- _ASSIGNMENT_
The records that follow must be reproduced in full, with every picture excluded.

[EXERCISE INPUTS Boundary: Start]

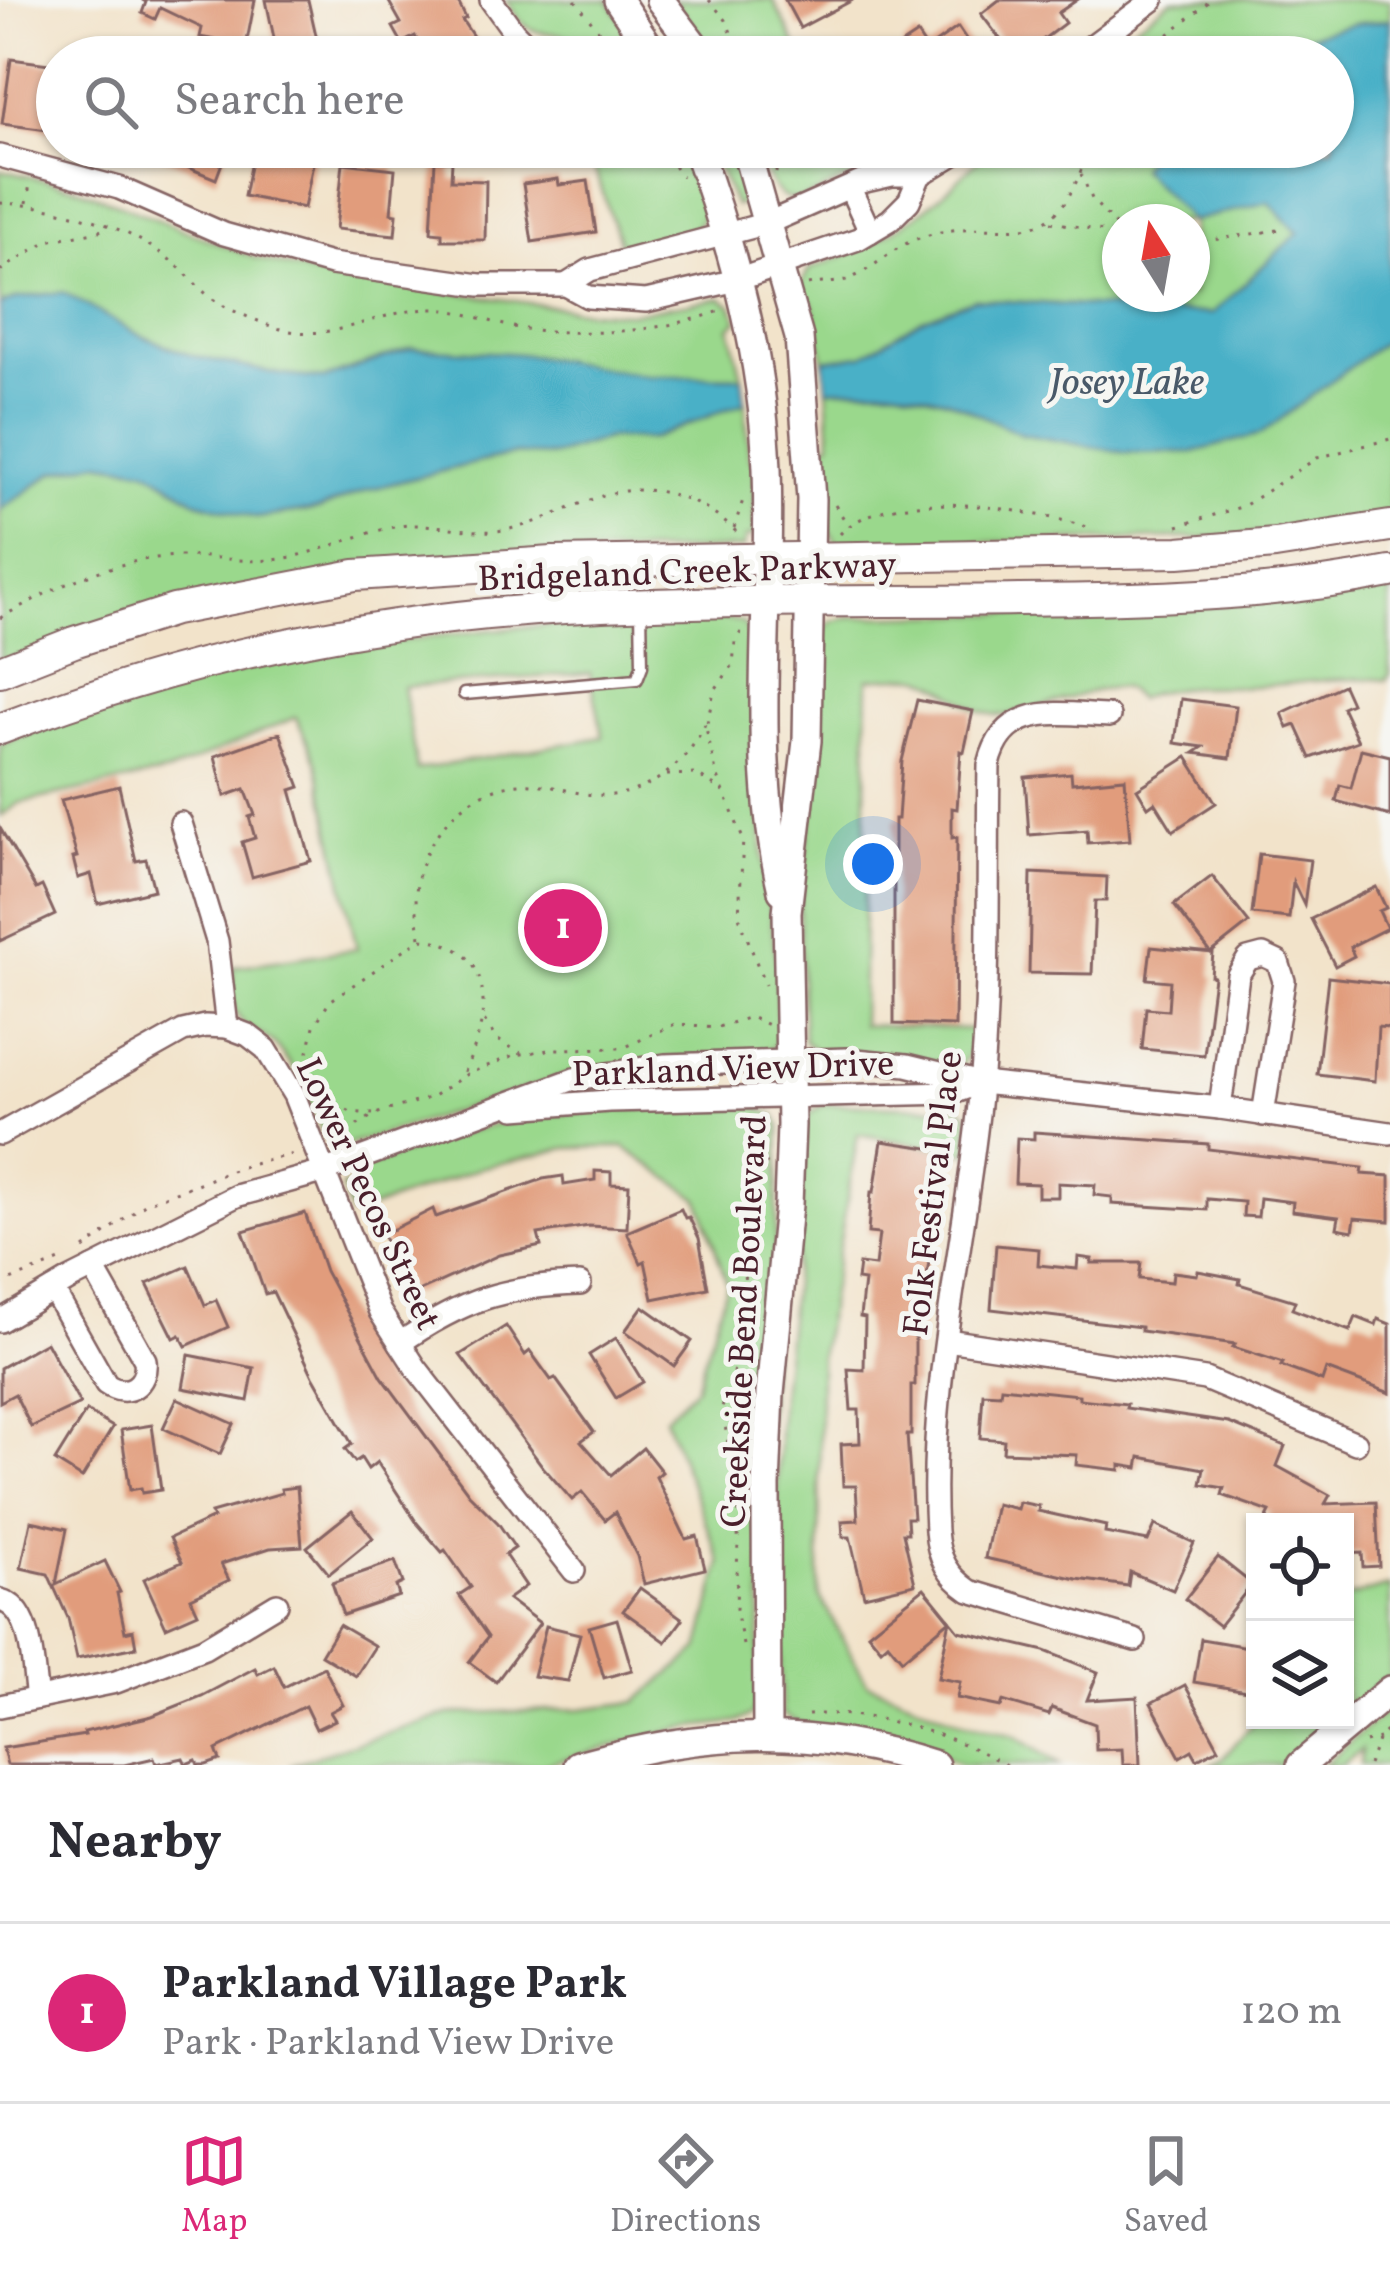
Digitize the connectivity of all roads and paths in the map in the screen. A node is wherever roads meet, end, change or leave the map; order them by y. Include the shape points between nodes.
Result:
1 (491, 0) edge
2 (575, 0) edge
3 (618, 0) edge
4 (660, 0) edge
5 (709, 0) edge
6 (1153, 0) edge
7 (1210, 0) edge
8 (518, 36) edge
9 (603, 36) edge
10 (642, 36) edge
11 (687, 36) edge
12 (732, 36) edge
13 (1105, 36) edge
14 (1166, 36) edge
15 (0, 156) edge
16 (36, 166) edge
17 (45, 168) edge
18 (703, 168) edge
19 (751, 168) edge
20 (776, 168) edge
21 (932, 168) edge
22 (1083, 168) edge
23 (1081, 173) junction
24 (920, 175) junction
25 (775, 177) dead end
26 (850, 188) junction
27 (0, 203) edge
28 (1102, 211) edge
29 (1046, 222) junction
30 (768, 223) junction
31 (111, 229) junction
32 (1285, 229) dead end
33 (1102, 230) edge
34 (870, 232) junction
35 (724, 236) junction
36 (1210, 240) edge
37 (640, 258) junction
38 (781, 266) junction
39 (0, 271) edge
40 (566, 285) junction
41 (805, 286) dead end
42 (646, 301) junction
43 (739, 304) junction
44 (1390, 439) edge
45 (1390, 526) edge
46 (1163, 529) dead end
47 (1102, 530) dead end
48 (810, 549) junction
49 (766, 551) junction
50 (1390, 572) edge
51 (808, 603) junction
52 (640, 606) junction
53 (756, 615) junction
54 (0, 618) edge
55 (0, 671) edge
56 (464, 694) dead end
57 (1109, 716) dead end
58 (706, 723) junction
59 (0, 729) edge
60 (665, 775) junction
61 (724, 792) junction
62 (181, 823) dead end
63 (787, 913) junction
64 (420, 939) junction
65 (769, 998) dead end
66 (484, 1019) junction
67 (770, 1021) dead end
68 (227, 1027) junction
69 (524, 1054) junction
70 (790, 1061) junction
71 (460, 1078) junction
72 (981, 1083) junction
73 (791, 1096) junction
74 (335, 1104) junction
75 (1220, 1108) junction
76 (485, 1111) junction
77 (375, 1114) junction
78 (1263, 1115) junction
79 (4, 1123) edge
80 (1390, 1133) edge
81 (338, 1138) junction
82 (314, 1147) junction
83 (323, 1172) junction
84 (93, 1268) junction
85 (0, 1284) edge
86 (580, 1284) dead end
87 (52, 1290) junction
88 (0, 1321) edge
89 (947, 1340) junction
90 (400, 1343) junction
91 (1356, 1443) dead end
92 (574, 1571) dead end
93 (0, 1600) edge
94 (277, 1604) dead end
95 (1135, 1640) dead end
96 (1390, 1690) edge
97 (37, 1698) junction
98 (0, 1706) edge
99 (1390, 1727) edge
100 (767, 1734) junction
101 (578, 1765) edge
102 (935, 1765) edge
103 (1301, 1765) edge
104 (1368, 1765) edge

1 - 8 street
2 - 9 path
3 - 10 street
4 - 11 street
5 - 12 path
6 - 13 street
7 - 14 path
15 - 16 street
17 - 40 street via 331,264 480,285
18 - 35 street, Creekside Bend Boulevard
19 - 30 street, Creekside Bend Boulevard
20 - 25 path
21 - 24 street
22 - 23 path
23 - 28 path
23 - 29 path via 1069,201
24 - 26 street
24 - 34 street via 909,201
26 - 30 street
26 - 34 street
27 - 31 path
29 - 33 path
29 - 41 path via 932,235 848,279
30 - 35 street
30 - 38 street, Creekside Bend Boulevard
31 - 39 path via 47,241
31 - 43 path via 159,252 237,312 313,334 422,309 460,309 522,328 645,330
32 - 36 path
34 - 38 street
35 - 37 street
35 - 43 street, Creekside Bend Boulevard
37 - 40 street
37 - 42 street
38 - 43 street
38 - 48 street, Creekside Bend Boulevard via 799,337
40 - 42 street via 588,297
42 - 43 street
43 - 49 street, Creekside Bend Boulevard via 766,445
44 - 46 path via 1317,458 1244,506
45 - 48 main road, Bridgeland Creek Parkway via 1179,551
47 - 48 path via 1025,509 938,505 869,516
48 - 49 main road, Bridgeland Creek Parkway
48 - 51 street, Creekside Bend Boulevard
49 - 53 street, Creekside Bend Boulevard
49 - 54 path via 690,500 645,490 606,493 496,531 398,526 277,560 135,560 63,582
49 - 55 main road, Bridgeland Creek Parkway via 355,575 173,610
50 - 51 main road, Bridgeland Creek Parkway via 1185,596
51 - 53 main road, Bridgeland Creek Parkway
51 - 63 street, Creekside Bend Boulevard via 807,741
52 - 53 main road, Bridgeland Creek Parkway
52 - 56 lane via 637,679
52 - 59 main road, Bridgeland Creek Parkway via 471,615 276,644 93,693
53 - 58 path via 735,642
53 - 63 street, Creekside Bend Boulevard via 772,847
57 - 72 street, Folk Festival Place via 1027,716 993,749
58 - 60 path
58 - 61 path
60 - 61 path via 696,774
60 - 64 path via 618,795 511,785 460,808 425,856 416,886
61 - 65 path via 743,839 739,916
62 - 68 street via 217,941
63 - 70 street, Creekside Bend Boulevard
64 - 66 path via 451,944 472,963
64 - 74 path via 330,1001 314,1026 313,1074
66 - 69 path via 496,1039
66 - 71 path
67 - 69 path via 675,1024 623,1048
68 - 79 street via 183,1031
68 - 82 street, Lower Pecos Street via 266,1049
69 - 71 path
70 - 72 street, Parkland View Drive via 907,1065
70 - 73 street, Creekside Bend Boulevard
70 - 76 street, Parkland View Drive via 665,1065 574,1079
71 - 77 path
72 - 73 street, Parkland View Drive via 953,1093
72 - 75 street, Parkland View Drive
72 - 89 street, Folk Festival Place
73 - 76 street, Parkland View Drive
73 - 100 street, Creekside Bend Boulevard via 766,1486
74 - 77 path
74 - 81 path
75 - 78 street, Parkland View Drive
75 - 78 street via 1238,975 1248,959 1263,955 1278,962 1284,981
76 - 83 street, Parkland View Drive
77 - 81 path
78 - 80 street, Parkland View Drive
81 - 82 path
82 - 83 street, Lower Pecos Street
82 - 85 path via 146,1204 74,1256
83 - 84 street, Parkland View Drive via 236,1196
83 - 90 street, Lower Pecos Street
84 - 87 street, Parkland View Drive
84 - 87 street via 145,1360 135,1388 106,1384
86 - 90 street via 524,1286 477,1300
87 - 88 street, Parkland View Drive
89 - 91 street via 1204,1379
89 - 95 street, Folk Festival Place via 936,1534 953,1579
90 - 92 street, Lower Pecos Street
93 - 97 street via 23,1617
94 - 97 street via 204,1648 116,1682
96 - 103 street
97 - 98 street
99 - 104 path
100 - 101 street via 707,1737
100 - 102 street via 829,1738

[EXERCISE INPUTS Boundary: End]

- _RESPONSE BOX_
Digitize the connectivity of all roads and paths in the map in the screen. A node is wherever roads meet, end, change or leave the map; order them by y. Include the shape points between nodes.
Result:
1 (491, 0) edge
2 (575, 0) edge
3 (618, 0) edge
4 (660, 0) edge
5 (709, 0) edge
6 (1153, 0) edge
7 (1210, 0) edge
8 (518, 36) edge
9 (603, 36) edge
10 (642, 36) edge
11 (687, 36) edge
12 (732, 36) edge
13 (1105, 36) edge
14 (1166, 36) edge
15 (0, 156) edge
16 (36, 166) edge
17 (45, 168) edge
18 (703, 168) edge
19 (751, 168) edge
20 (776, 168) edge
21 (932, 168) edge
22 (1083, 168) edge
23 (1081, 173) junction
24 (920, 175) junction
25 (775, 177) dead end
26 (850, 188) junction
27 (0, 203) edge
28 (1102, 211) edge
29 (1046, 222) junction
30 (768, 223) junction
31 (111, 229) junction
32 (1285, 229) dead end
33 (1102, 230) edge
34 (870, 232) junction
35 (724, 236) junction
36 (1210, 240) edge
37 (640, 258) junction
38 (781, 266) junction
39 (0, 271) edge
40 (566, 285) junction
41 (805, 286) dead end
42 (646, 301) junction
43 (739, 304) junction
44 (1390, 439) edge
45 (1390, 526) edge
46 (1163, 529) dead end
47 (1102, 530) dead end
48 (810, 549) junction
49 (766, 551) junction
50 (1390, 572) edge
51 (808, 603) junction
52 (640, 606) junction
53 (756, 615) junction
54 (0, 618) edge
55 (0, 671) edge
56 (464, 694) dead end
57 (1109, 716) dead end
58 (706, 723) junction
59 (0, 729) edge
60 (665, 775) junction
61 (724, 792) junction
62 (181, 823) dead end
63 (787, 913) junction
64 (420, 939) junction
65 (769, 998) dead end
66 (484, 1019) junction
67 (770, 1021) dead end
68 (227, 1027) junction
69 (524, 1054) junction
70 (790, 1061) junction
71 (460, 1078) junction
72 (981, 1083) junction
73 (791, 1096) junction
74 (335, 1104) junction
75 (1220, 1108) junction
76 (485, 1111) junction
77 (375, 1114) junction
78 (1263, 1115) junction
79 (4, 1123) edge
80 (1390, 1133) edge
81 (338, 1138) junction
82 (314, 1147) junction
83 (323, 1172) junction
84 (93, 1268) junction
85 (0, 1284) edge
86 (580, 1284) dead end
87 (52, 1290) junction
88 (0, 1321) edge
89 (947, 1340) junction
90 (400, 1343) junction
91 (1356, 1443) dead end
92 (574, 1571) dead end
93 (0, 1600) edge
94 (277, 1604) dead end
95 (1135, 1640) dead end
96 (1390, 1690) edge
97 (37, 1698) junction
98 (0, 1706) edge
99 (1390, 1727) edge
100 (767, 1734) junction
101 (578, 1765) edge
102 (935, 1765) edge
103 (1301, 1765) edge
104 (1368, 1765) edge

1 - 8 street
2 - 9 path
3 - 10 street
4 - 11 street
5 - 12 path
6 - 13 street
7 - 14 path
15 - 16 street
17 - 40 street via 331,264 480,285
18 - 35 street, Creekside Bend Boulevard
19 - 30 street, Creekside Bend Boulevard
20 - 25 path
21 - 24 street
22 - 23 path
23 - 28 path
23 - 29 path via 1069,201
24 - 26 street
24 - 34 street via 909,201
26 - 30 street
26 - 34 street
27 - 31 path
29 - 33 path
29 - 41 path via 932,235 848,279
30 - 35 street
30 - 38 street, Creekside Bend Boulevard
31 - 39 path via 47,241
31 - 43 path via 159,252 237,312 313,334 422,309 460,309 522,328 645,330
32 - 36 path
34 - 38 street
35 - 37 street
35 - 43 street, Creekside Bend Boulevard
37 - 40 street
37 - 42 street
38 - 43 street
38 - 48 street, Creekside Bend Boulevard via 799,337
40 - 42 street via 588,297
42 - 43 street
43 - 49 street, Creekside Bend Boulevard via 766,445
44 - 46 path via 1317,458 1244,506
45 - 48 main road, Bridgeland Creek Parkway via 1179,551
47 - 48 path via 1025,509 938,505 869,516
48 - 49 main road, Bridgeland Creek Parkway
48 - 51 street, Creekside Bend Boulevard
49 - 53 street, Creekside Bend Boulevard
49 - 54 path via 690,500 645,490 606,493 496,531 398,526 277,560 135,560 63,582
49 - 55 main road, Bridgeland Creek Parkway via 355,575 173,610
50 - 51 main road, Bridgeland Creek Parkway via 1185,596
51 - 53 main road, Bridgeland Creek Parkway
51 - 63 street, Creekside Bend Boulevard via 807,741
52 - 53 main road, Bridgeland Creek Parkway
52 - 56 lane via 637,679
52 - 59 main road, Bridgeland Creek Parkway via 471,615 276,644 93,693
53 - 58 path via 735,642
53 - 63 street, Creekside Bend Boulevard via 772,847
57 - 72 street, Folk Festival Place via 1027,716 993,749
58 - 60 path
58 - 61 path
60 - 61 path via 696,774
60 - 64 path via 618,795 511,785 460,808 425,856 416,886
61 - 65 path via 743,839 739,916
62 - 68 street via 217,941
63 - 70 street, Creekside Bend Boulevard
64 - 66 path via 451,944 472,963
64 - 74 path via 330,1001 314,1026 313,1074
66 - 69 path via 496,1039
66 - 71 path
67 - 69 path via 675,1024 623,1048
68 - 79 street via 183,1031
68 - 82 street, Lower Pecos Street via 266,1049
69 - 71 path
70 - 72 street, Parkland View Drive via 907,1065
70 - 73 street, Creekside Bend Boulevard
70 - 76 street, Parkland View Drive via 665,1065 574,1079
71 - 77 path
72 - 73 street, Parkland View Drive via 953,1093
72 - 75 street, Parkland View Drive
72 - 89 street, Folk Festival Place
73 - 76 street, Parkland View Drive
73 - 100 street, Creekside Bend Boulevard via 766,1486
74 - 77 path
74 - 81 path
75 - 78 street, Parkland View Drive
75 - 78 street via 1238,975 1248,959 1263,955 1278,962 1284,981
76 - 83 street, Parkland View Drive
77 - 81 path
78 - 80 street, Parkland View Drive
81 - 82 path
82 - 83 street, Lower Pecos Street
82 - 85 path via 146,1204 74,1256
83 - 84 street, Parkland View Drive via 236,1196
83 - 90 street, Lower Pecos Street
84 - 87 street, Parkland View Drive
84 - 87 street via 145,1360 135,1388 106,1384
86 - 90 street via 524,1286 477,1300
87 - 88 street, Parkland View Drive
89 - 91 street via 1204,1379
89 - 95 street, Folk Festival Place via 936,1534 953,1579
90 - 92 street, Lower Pecos Street
93 - 97 street via 23,1617
94 - 97 street via 204,1648 116,1682
96 - 103 street
97 - 98 street
99 - 104 path
100 - 101 street via 707,1737
100 - 102 street via 829,1738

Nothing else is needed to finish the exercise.